(Records from a dataset)
◆ ◆ ◆ ◆

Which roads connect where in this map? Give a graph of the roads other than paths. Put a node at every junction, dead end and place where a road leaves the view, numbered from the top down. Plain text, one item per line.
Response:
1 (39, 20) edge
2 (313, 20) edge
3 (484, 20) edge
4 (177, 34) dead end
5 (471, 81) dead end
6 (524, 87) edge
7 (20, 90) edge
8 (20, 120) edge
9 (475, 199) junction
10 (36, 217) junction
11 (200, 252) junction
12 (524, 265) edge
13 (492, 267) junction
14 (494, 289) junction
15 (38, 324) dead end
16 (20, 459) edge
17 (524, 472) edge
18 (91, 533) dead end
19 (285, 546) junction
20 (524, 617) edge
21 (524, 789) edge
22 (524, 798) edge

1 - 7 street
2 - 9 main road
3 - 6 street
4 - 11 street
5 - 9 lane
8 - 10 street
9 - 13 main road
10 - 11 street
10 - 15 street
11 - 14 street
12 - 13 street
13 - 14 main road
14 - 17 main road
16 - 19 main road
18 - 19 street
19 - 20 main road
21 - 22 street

◆ ◆ ◆ ◆

▶ [Task directions]
Please retype all of the data above exactly as it appears.

▶ [Task result]
Which roads connect where in this map? Give a graph of the roads other than paths. Put a node at every junction, dead end and place where a road leaves the view, numbered from the top down. Plain text, one item per line.
Response:
1 (39, 20) edge
2 (313, 20) edge
3 (484, 20) edge
4 (177, 34) dead end
5 (471, 81) dead end
6 (524, 87) edge
7 (20, 90) edge
8 (20, 120) edge
9 (475, 199) junction
10 (36, 217) junction
11 (200, 252) junction
12 (524, 265) edge
13 (492, 267) junction
14 (494, 289) junction
15 (38, 324) dead end
16 (20, 459) edge
17 (524, 472) edge
18 (91, 533) dead end
19 (285, 546) junction
20 (524, 617) edge
21 (524, 789) edge
22 (524, 798) edge

1 - 7 street
2 - 9 main road
3 - 6 street
4 - 11 street
5 - 9 lane
8 - 10 street
9 - 13 main road
10 - 11 street
10 - 15 street
11 - 14 street
12 - 13 street
13 - 14 main road
14 - 17 main road
16 - 19 main road
18 - 19 street
19 - 20 main road
21 - 22 street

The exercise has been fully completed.